Magnesium-dependent adenosine triphosphatase has been purified from sheep kidney medulla plasma membranes. The purification, which is based on treatment of a kidney plasma membrane fraction with 0.5% digitonin in 3 mm MgCl2, effectively separates the Mg2+-ATPase from (Na+ + K+)-ATPase present in the same tissue and yields the Mg2+-ATPase in soluble form.

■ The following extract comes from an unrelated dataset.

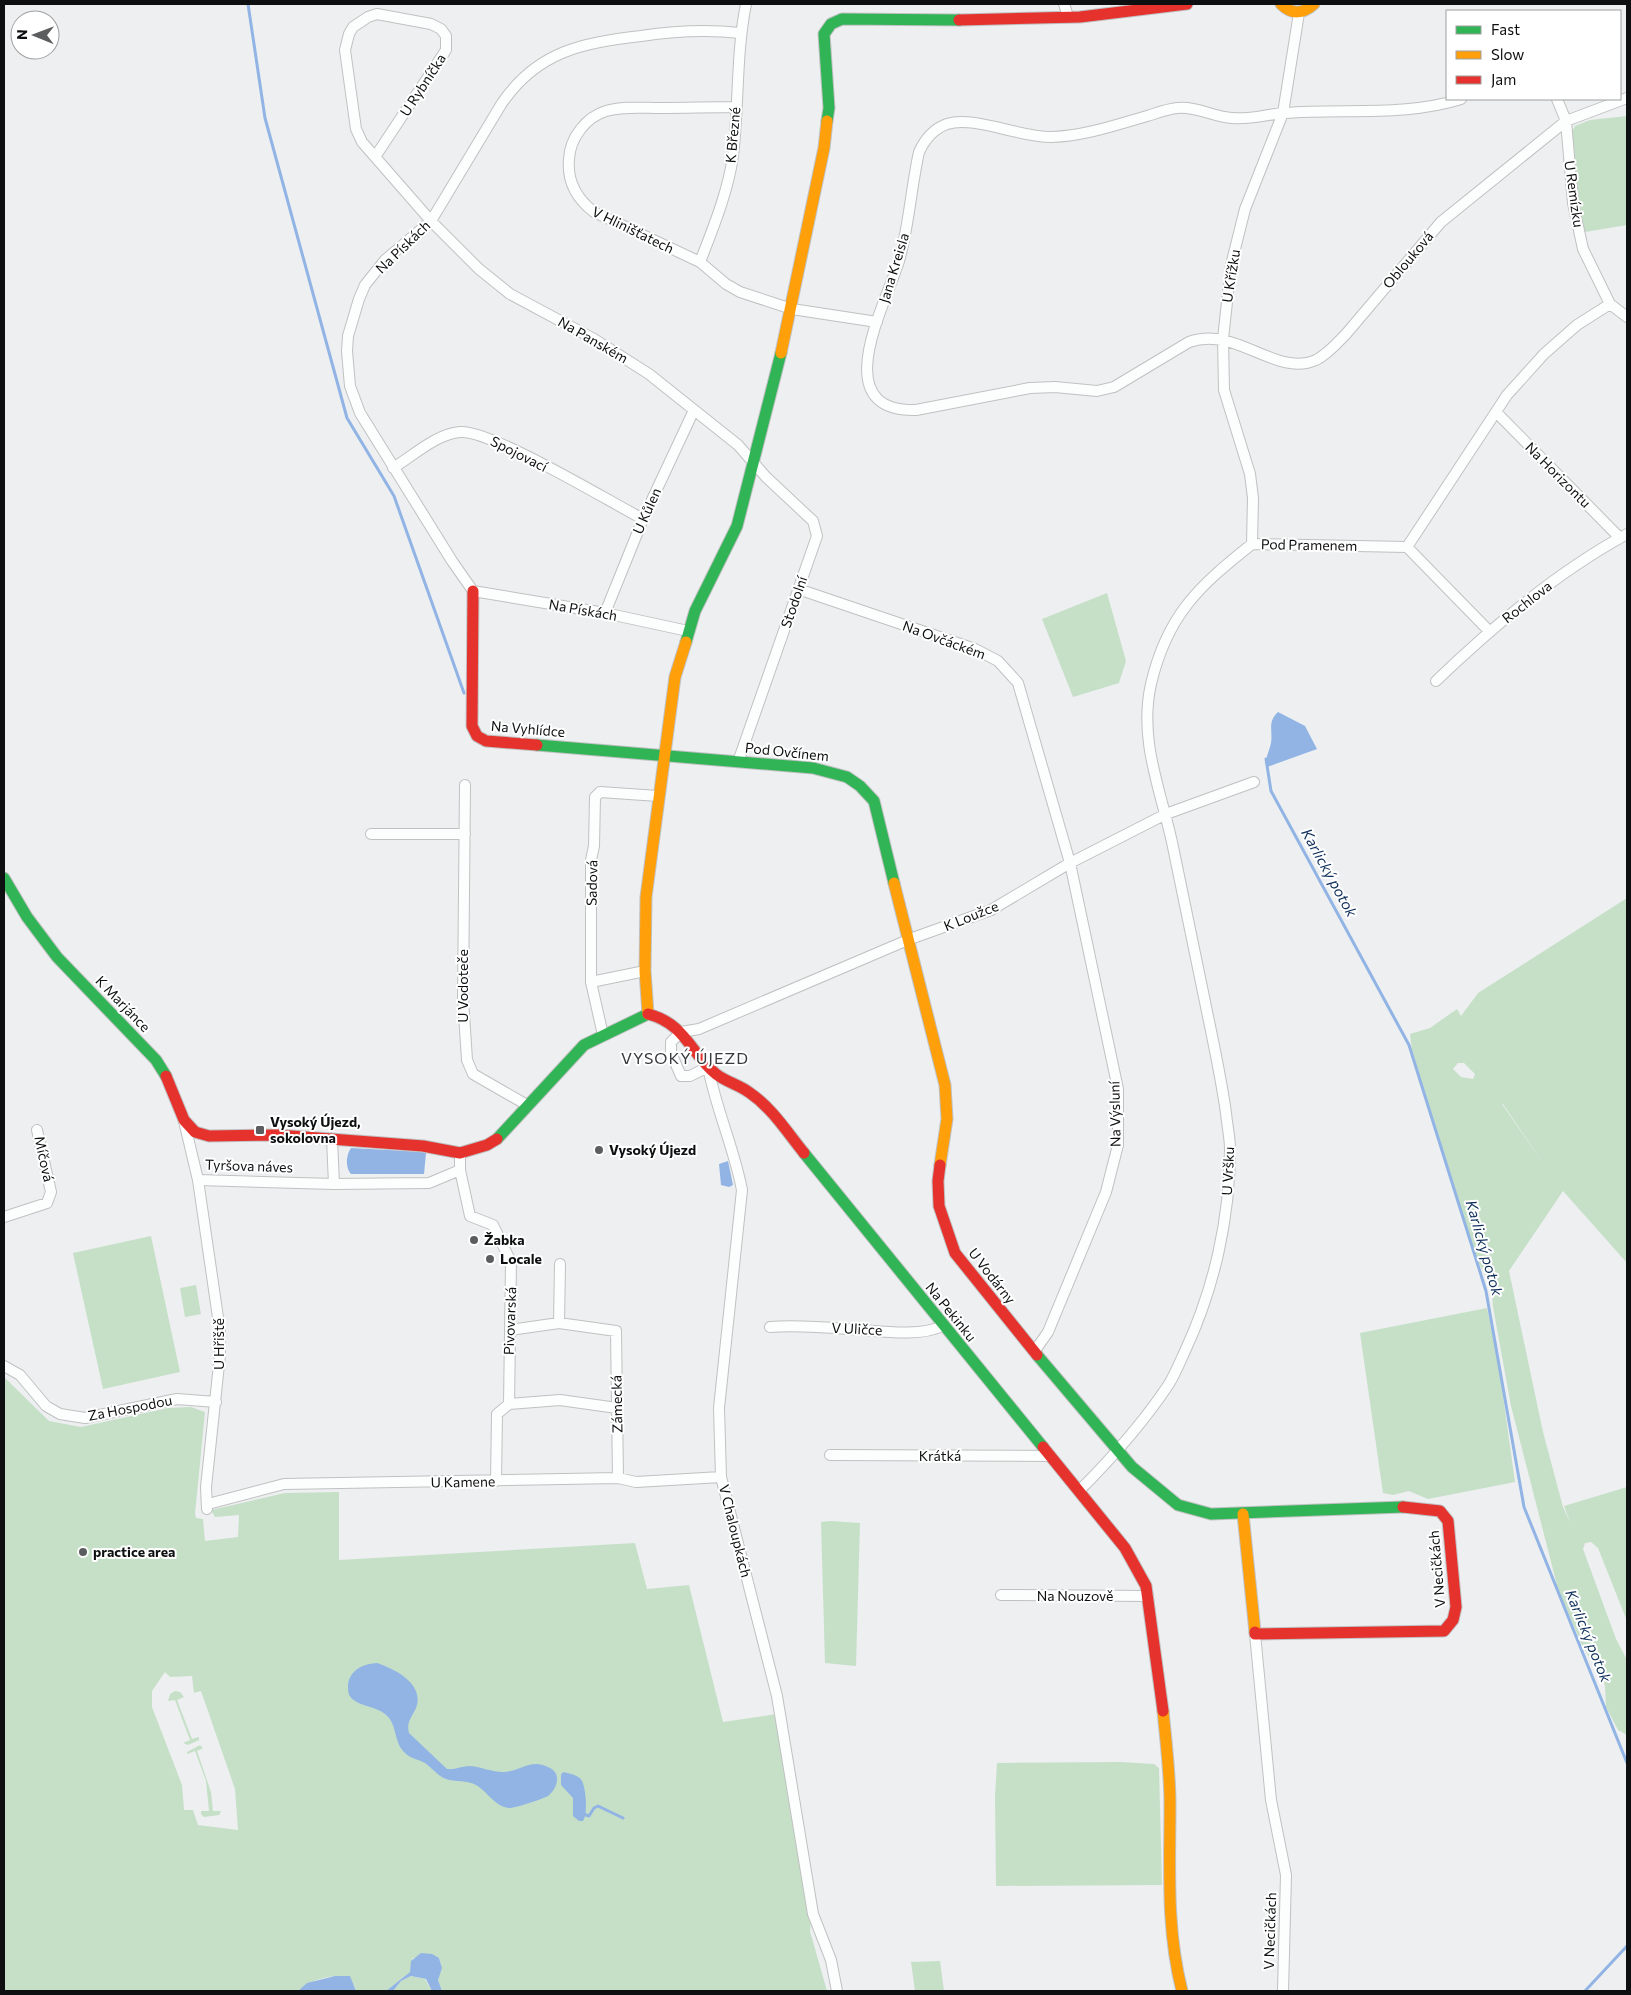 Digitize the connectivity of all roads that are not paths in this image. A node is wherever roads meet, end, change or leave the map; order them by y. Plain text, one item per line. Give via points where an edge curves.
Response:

The purified enzyme is activated by a variety of divalent cations and trivalent cations, including Mg2+, Mn2+, Ca2+, Co2+, Fe2+, Zn2+, Eu3+, Gd3+, and VO2+. Sodium dodecyl sulfate-polyacrylamide gel electrophoresis of the purified enzyme shows two bands with Rf values corresponding to molecular weights of 150,000 and 77,000. The larger peptide is phosphorylated by [γ-32P]ATP, suggesting that this peptide may contain the active site of the Mg2+-ATPase. The Mg2+-ATPase activity is unaffected by the specific (Na+ + K+)-ATPase inhibitor ouabain. © 1979.